March 5, 2025, by uazawm
On trial: Seventeenth and Eighteenth Century Burney Newspapers Part II & British Library Newspapers: Part VI
We are pleased to announce trial access to two newspaper collections:
Seventeenth and Eighteenth Century Burney Newspapers Part II and British Library Newspapers: Part VI.
Seventeenth and Eighteenth Century Burney Newspapers represents the largest single collection of early modern English news media available from the British Library and includes more than 1,000 pamphlets, proclamations, newsbooks and newspapers from the period.

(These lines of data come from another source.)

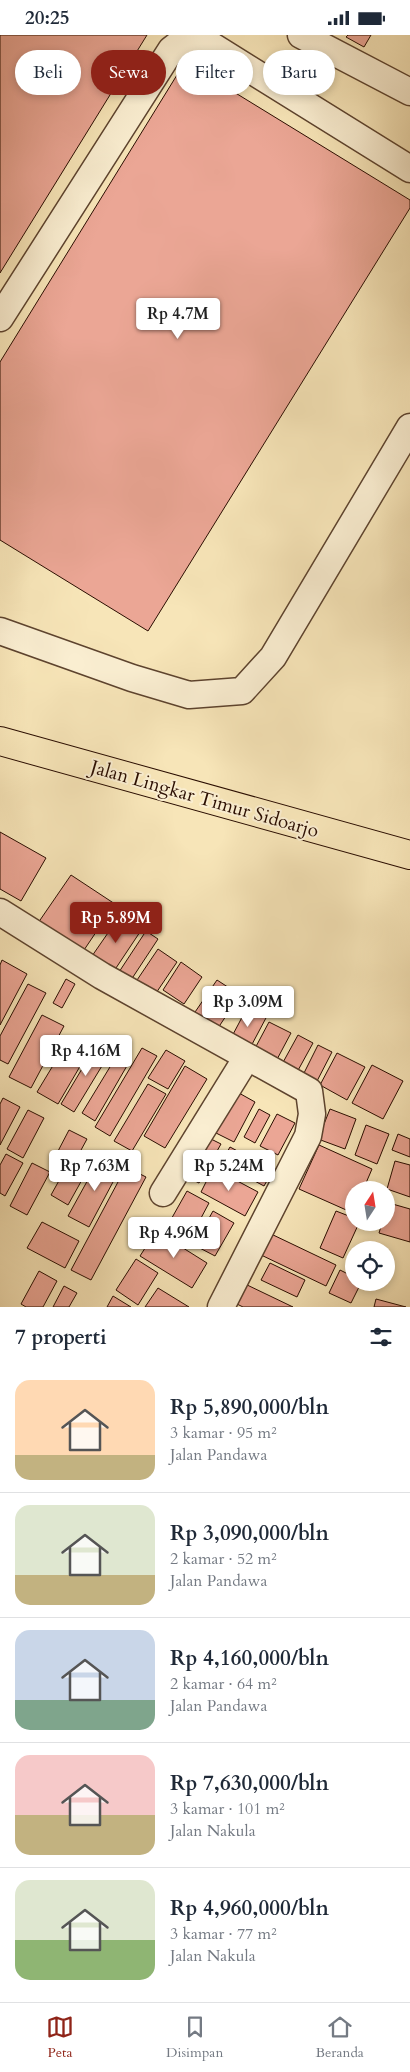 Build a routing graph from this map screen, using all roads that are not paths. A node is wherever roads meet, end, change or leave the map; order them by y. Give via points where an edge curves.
1 (301, 35) edge
2 (410, 92) edge
3 (410, 169) edge
4 (0, 318) edge
5 (410, 427) edge
6 (0, 631) edge
7 (0, 741) edge
8 (410, 855) edge
9 (2, 918) edge
10 (247, 1057) junction
11 (163, 1193) dead end
12 (221, 1307) edge

1 - 2 street
3 - 4 street via 201,39 185,39 170,50
5 - 6 street via 273,657 242,691 189,695
7 - 8 main road, Jalan Lingkar Timur Sidoarjo
9 - 10 street
10 - 11 street
10 - 12 street via 309,1091 312,1114 308,1136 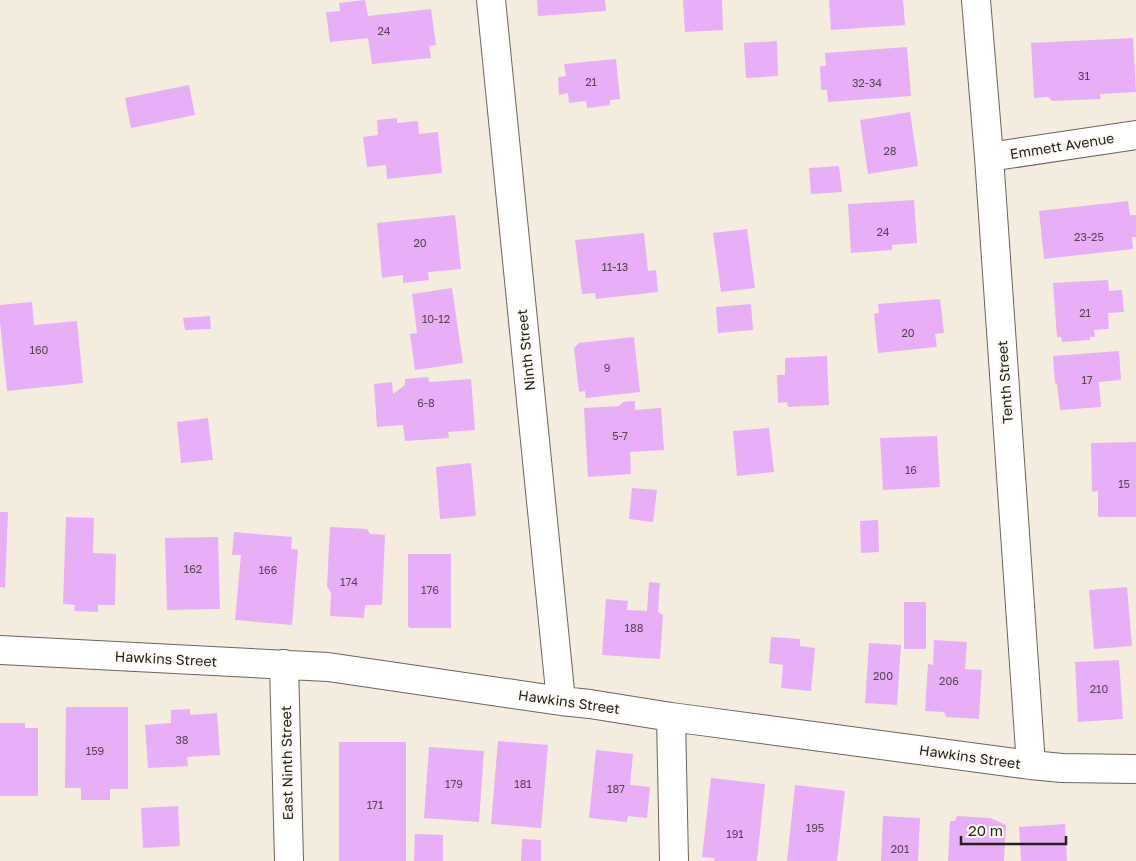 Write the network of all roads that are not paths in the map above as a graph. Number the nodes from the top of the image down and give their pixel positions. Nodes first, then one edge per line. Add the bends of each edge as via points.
1 (491, 0) edge
2 (976, 0) edge
3 (1136, 135) edge
4 (989, 157) junction
5 (0, 650) edge
6 (284, 664) junction
7 (561, 701) junction
8 (670, 717) junction
9 (1032, 765) junction
10 (1136, 768) edge
11 (289, 861) edge
12 (674, 861) edge

1 - 7 street, Ninth Street
2 - 4 street, Tenth Street
3 - 4 street, Emmett Avenue
4 - 9 street, Tenth Street
5 - 6 street, Hawkins Street
6 - 7 street, Hawkins Street via 328,667
6 - 11 street, East Ninth Street
7 - 8 street, Hawkins Street
8 - 9 street, Hawkins Street
8 - 12 street
9 - 10 street, Hawkins Street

Part II consists of entirely new full-colour scans of the original volumes in the British Library. Items in this new collection include:
- ‘Missing’ Burney: items from within the Burney collection which were not included in the original microfilm when the digital collection was created, comprising more than 9,000 pages. With Part II, these lost pages are now available to explore.

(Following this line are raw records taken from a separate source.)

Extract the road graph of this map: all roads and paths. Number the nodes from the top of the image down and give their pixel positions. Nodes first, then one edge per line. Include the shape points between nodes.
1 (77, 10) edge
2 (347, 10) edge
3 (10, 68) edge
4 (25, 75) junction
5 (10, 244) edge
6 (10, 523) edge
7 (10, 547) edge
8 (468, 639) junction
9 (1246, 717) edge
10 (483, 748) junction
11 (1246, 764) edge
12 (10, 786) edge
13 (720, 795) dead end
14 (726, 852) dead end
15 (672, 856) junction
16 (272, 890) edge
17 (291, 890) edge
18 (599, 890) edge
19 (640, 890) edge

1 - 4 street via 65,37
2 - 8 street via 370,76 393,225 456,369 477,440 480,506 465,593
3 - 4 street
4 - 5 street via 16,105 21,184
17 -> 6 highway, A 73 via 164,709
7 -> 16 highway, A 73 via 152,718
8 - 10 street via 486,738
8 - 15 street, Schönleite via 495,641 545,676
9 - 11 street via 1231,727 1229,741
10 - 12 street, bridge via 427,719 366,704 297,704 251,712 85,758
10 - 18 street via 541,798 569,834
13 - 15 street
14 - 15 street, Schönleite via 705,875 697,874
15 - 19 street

- ‘Additional Burney’: items outside of the original ‘core’ Burney collection, more seventeenth- and eighteenth-century century newspaper titles and issues, that were marked by the British Library as “Add.Burney”. It adds more than 100 new titles, including the Public Hue and Cry, and 130 expansions to titles in Part I of Burney.
British Library Newspapers: Part VI: Ireland, 1783-1950 has been selected to represent a range of perspectives, both national and provincial; some aiming for objective coverage, some as publications directly tied to certain perspectives or allegiances. Many of the newspapers in this archive have not been digitized before, allowing researchers to construct new and original analysis by offering voices that have been marginalized in previous discourse.
Researchers can track:
- Protestantism and Catholicism in Ireland, including the ‘Protestant Ascendency’, the ‘hidden Ireland’, Unionism, and Catholic emancipation
- Social and economic issues, such as the experience and consequences of famines, the ramifications of the Land Wars, and the Irish National Land League
- Political developments and divides, including the emergence of movements such as Nationalism, Fenians, Parnellism; the debates around Home Rule and the ‘Irish Question’; and emergent ideologies like Redmondism
- Cultural shifts and identity building, such as the Irish Diaspora and the issues resulting from mass emigration, and the Irish Literary Revival
- Conflicts and their consequences, including the 1916 Easter Rising, Irish Independence, partition, the Anglo-Irish Treaty, Civil War, and the impact of the First World War
The greatest overlap is with Parts I-V of the British Library Newspapers of the British Library Newspapers series, expanding the views beyond the English press, and offering a counterpoint to them. It also complements the existing Irish newspapers that appear in Parts I, III, and IV. Beyond this archive, it complements the Nineteenth Century U.K. Periodicals series, giving the press perspective compared to the general and specialist publications available there.